On Fri, 05 Nov 2004 07:45:16 GMT, Richard Clark
wrote:

Good day Richard,

Sorry this isn't too timely, but I've been off visiting a dear friend
and soon to be silent key.

|On Thu, 04 Nov 2004 20:38:35 -0700, Wes Stewart
|wrote:
|
|Or, model a short lossless monopole over perfect ground and determine
|the feedpoint R. In this case, R is totally due to radiation loss,
|i.e. "radiation resistance." Add a lossless loading inductance
|somewhere in the middle and see what happens to R.
|
|Hi Wes,
|
|The difference between the two (perfect/real) insofar as Z is hardly
|remarkable.

True.
|
|First I will start with a conventionally sized quarterwave and by
|iteration approach the short antenna and observe effects. I am using
|the model VERT1.EZ that is in the EZNEC distribution and modifying it
|by turns. For instance, I immediately turn on the wire loss.
|
|40mm thick radiator 10.3 meters tall:
| Impedance = 36.68 + J 2.999 ohms
|which lends every appearance to expectation of Rr that could be
|expected from a lossless perfect grounded world.
|Best gain is
| -0.03dBi
|
|next iteration:
|
|cut that sucker in half:
| Impedance = 6.867 - J 301 ohms
|which, again, conforms to most authorities on the basis of Rr.
|best gain
| 0.16dBi
|How about that! More gain than for the quarterwave (but hardly
|remarkable). This makes me wonder why any futzing is required except
|for the tender requirements of the SWR fearing transmitter (which, by
|the way, could be as easily taken care of with a tuner).
|
|next iteration:
|
|load that sucker for grins and giggles:
| load = 605 Ohms Xl up 55%
| Impedance = 13.43 + J 0.1587 ohms
|Did I double Rr? (Only my hairdresser knows.)
|best gain
| 0.13dBi
|Hmm, losing ground for our effort, it makes a pretty picture of
|current distribution that conforms to all the descriptions here (sans
|the balderdash of curve fitting to a sine wave). I am sure someone
|will rescue this situation from my ineptitude by a better load
|placement, so I will leave that unfinished work to the adept
|practitioners.
|
|next iteration:
|
|cut that sucker down half again (and remove the load):
| Impedance = 1.59 - J 624.6 ohms
|Something tells me that this isn't off the scale of the perfect
|comparison.
|best gain:
| 0.25dBi
|Hmm, the trend seems to go counter to intuition.
|
|next iteration:
|
|-sigh- what charms could loading bring us?
| load = 1220 Ohms Xl up 55%
| Impedance = 3.791 + J 1.232 ohms
|more than doubled the Rr?
|best gain:
| 0.23dBi
|
|Now, all of this is for a source that is a constant current generator;
|we've monkeyed with the current distribution and put more resistance
|(Rr?) into the equation with loading; and each time loading craps in
|the punch bowl.
|
|So much for theories of Rr being modified by loading. I would
|appreciate other effort in kind to correct any oversights I've made
|(not just the usual palaver of tedious "explanations" - especially
|those sophmoric studies of current-in/current-out).

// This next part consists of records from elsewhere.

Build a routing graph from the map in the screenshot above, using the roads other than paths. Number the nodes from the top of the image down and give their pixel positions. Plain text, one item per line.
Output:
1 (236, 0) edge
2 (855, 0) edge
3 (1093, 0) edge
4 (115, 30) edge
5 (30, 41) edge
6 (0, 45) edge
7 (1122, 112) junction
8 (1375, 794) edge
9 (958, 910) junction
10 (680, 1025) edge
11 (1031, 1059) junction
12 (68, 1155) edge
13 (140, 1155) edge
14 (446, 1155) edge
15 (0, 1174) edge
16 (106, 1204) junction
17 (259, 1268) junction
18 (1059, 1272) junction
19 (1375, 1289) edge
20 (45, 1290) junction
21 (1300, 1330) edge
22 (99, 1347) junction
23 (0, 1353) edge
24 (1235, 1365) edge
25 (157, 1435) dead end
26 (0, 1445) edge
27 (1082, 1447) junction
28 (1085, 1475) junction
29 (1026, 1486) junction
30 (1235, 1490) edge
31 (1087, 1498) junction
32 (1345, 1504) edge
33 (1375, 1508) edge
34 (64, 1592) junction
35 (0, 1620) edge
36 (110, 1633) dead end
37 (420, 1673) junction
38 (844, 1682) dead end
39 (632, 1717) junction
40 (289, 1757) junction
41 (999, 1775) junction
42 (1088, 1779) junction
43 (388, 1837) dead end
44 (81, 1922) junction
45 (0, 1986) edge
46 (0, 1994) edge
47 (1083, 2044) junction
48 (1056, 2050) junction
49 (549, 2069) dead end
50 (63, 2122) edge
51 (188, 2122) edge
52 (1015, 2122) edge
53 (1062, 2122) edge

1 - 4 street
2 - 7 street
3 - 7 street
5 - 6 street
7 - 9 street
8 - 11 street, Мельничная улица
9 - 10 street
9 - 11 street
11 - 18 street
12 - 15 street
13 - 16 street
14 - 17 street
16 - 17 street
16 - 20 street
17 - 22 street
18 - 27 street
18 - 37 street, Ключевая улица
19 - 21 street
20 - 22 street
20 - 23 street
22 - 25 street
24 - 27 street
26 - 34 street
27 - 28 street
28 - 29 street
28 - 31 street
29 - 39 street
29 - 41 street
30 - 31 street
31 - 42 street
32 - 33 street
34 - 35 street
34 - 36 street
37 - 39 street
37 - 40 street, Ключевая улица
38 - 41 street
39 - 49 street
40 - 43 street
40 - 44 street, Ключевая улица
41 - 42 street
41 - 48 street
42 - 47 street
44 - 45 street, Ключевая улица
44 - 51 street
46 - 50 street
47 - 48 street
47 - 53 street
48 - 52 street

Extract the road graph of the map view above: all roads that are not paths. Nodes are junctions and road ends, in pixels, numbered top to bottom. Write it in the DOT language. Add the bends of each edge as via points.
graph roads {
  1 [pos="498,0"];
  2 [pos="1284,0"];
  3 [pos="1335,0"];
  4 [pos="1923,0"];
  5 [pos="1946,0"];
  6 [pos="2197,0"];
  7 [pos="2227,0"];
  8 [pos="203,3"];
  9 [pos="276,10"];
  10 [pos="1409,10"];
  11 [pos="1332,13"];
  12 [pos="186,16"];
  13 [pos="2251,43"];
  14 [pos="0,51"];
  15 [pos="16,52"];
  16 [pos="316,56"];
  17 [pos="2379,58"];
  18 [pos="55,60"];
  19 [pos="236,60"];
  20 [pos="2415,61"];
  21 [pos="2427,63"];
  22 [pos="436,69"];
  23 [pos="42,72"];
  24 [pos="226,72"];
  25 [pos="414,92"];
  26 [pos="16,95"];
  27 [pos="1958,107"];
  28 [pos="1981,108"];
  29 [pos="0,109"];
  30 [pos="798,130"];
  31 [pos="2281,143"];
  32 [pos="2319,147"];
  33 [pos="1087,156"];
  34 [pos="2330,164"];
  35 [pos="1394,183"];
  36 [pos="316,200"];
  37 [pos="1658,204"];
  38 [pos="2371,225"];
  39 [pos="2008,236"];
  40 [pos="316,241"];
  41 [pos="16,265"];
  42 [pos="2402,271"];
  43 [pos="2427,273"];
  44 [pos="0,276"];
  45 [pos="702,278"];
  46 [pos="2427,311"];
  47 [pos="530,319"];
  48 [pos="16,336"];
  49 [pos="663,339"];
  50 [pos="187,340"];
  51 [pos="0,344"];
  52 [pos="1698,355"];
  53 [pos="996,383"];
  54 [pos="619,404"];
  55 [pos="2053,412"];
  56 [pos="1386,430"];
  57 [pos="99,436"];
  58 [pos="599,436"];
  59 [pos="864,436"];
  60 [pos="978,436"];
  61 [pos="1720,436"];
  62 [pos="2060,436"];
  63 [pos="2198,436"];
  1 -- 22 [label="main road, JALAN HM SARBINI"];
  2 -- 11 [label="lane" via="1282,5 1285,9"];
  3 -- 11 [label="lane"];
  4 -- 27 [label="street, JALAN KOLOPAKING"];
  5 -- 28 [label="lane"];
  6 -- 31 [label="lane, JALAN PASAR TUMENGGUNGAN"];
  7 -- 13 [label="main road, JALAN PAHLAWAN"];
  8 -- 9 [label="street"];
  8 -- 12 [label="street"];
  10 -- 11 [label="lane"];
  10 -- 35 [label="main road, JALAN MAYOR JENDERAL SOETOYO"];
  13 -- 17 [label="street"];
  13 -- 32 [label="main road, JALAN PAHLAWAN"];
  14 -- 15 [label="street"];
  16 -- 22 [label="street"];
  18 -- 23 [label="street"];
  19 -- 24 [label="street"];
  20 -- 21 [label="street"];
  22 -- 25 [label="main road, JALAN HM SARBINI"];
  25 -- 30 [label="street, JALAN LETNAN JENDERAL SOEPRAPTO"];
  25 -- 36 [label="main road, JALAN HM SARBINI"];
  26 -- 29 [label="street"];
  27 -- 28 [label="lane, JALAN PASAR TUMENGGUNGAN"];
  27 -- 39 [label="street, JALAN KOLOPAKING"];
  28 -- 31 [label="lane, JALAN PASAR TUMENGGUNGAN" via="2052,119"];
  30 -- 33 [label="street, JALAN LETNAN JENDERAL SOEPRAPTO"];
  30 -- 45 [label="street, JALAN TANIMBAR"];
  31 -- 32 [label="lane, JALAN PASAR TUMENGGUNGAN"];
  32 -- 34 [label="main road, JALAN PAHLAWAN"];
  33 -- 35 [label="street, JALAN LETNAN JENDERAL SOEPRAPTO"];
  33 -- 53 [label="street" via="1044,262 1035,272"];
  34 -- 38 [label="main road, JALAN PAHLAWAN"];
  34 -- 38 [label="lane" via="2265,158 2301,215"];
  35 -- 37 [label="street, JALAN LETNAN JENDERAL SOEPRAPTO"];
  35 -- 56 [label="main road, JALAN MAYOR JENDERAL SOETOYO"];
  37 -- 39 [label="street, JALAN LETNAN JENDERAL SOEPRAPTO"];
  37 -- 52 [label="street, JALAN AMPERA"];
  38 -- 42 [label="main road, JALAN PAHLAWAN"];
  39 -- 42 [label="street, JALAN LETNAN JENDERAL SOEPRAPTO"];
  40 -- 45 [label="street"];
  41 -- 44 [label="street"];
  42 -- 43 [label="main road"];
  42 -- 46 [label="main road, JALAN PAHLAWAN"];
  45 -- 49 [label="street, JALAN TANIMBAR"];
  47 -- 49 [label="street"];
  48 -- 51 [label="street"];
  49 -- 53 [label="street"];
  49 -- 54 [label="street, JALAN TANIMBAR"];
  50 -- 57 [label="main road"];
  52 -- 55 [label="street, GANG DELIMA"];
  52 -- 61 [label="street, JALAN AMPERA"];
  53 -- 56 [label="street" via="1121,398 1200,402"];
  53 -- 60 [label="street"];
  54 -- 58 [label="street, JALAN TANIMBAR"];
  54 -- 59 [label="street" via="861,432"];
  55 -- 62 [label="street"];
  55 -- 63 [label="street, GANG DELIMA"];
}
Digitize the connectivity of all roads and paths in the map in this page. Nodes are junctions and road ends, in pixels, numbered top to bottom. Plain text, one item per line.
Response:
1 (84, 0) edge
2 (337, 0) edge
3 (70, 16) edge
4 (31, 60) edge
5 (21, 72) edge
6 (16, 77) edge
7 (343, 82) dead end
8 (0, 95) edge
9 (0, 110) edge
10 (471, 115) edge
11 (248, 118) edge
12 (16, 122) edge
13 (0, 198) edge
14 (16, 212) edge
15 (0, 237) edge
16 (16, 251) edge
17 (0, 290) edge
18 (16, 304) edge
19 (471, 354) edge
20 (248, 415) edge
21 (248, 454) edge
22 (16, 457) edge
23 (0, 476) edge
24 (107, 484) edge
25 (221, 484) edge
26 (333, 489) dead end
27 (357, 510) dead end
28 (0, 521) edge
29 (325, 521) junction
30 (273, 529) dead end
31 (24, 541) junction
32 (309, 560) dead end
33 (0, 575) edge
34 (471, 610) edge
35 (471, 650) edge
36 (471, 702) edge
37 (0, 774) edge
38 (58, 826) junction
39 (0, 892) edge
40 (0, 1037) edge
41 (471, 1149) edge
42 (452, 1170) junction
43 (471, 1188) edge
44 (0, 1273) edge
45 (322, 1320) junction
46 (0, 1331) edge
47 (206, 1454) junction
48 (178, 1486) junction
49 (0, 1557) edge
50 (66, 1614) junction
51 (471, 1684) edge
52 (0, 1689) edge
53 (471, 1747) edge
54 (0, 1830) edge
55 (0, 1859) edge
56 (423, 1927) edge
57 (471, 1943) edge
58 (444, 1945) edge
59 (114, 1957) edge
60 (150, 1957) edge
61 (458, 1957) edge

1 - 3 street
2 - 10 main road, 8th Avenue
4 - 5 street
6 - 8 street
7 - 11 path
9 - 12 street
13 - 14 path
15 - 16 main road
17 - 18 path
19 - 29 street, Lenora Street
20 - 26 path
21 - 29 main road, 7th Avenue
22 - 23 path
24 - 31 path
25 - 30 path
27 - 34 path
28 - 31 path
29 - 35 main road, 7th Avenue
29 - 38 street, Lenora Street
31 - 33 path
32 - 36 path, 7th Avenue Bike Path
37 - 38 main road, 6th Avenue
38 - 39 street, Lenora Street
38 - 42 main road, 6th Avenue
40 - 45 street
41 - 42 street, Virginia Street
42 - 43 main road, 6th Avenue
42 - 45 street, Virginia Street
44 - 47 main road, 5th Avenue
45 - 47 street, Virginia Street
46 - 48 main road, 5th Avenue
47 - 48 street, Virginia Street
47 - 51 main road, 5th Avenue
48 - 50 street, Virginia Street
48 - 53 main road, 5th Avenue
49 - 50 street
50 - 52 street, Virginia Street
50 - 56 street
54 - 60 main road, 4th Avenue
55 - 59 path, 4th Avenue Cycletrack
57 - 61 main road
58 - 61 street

Sure. Your calculations are impeccable so far (although it would be
better to use more than 10 segments IMHO).

I believe it is your contention that loading to resonance with an
arbitrarily positioned inductor, or not loading at all, does not
affect the gain, and the radiation resistance is not the same as the
changing feedpoint resistance.

I am in the other camp, along with Hansen, Devoldere, et. al. who say
that the current distribution does affect the radiation resistance
(and in the real world, the gain/efficiency).

I hope you would agree that the normalized gain would be a good proxy
for efficiency.

For example if we use the lossless 1/4 wavelength monopole over
perfect ground as a reference, then gain with respect to that (5.15
dBi) would be an indicator of efficiency.

I believe that you will agree that the efficiency can be determined
by:

Rr
eta = ------------- Eq.1
Rr + Rg + Rl

where Rr = radiation resistance
Rg = ground resistance
Rl = all other resistances (conductor, etc)

I think you would also agree that for the full-sized monopole over
perfect ground the feedpoint resistance of ~36 Ohm = radiation
resistance.

As an old (sorry [g]) metrologist, you're very familiar with
substitution, so let's set Rl = 0 (lossless case) and eta to 0.5 (-3
dB). Per Eq. 1, Rg = Rr.

So in our model, if I add a simulated ground resistance, Rg, that
reduces the gain by 3 dB, I have by substitution, determined the
radiation resistance.

Sure enough, if I add a 36 Ohm load at the bottom of the perfect 1/4
wave monopole, the gain drops to 2.14 dBi, and the feedpoint
resistance doubles.

I will let you try this with the other cases. I trust you will find
that the radiation resistance does decrease with shorter radiators
and/or lower loading points.

I too I would appreciate other effort in kind to correct any
oversights I've made.

Wes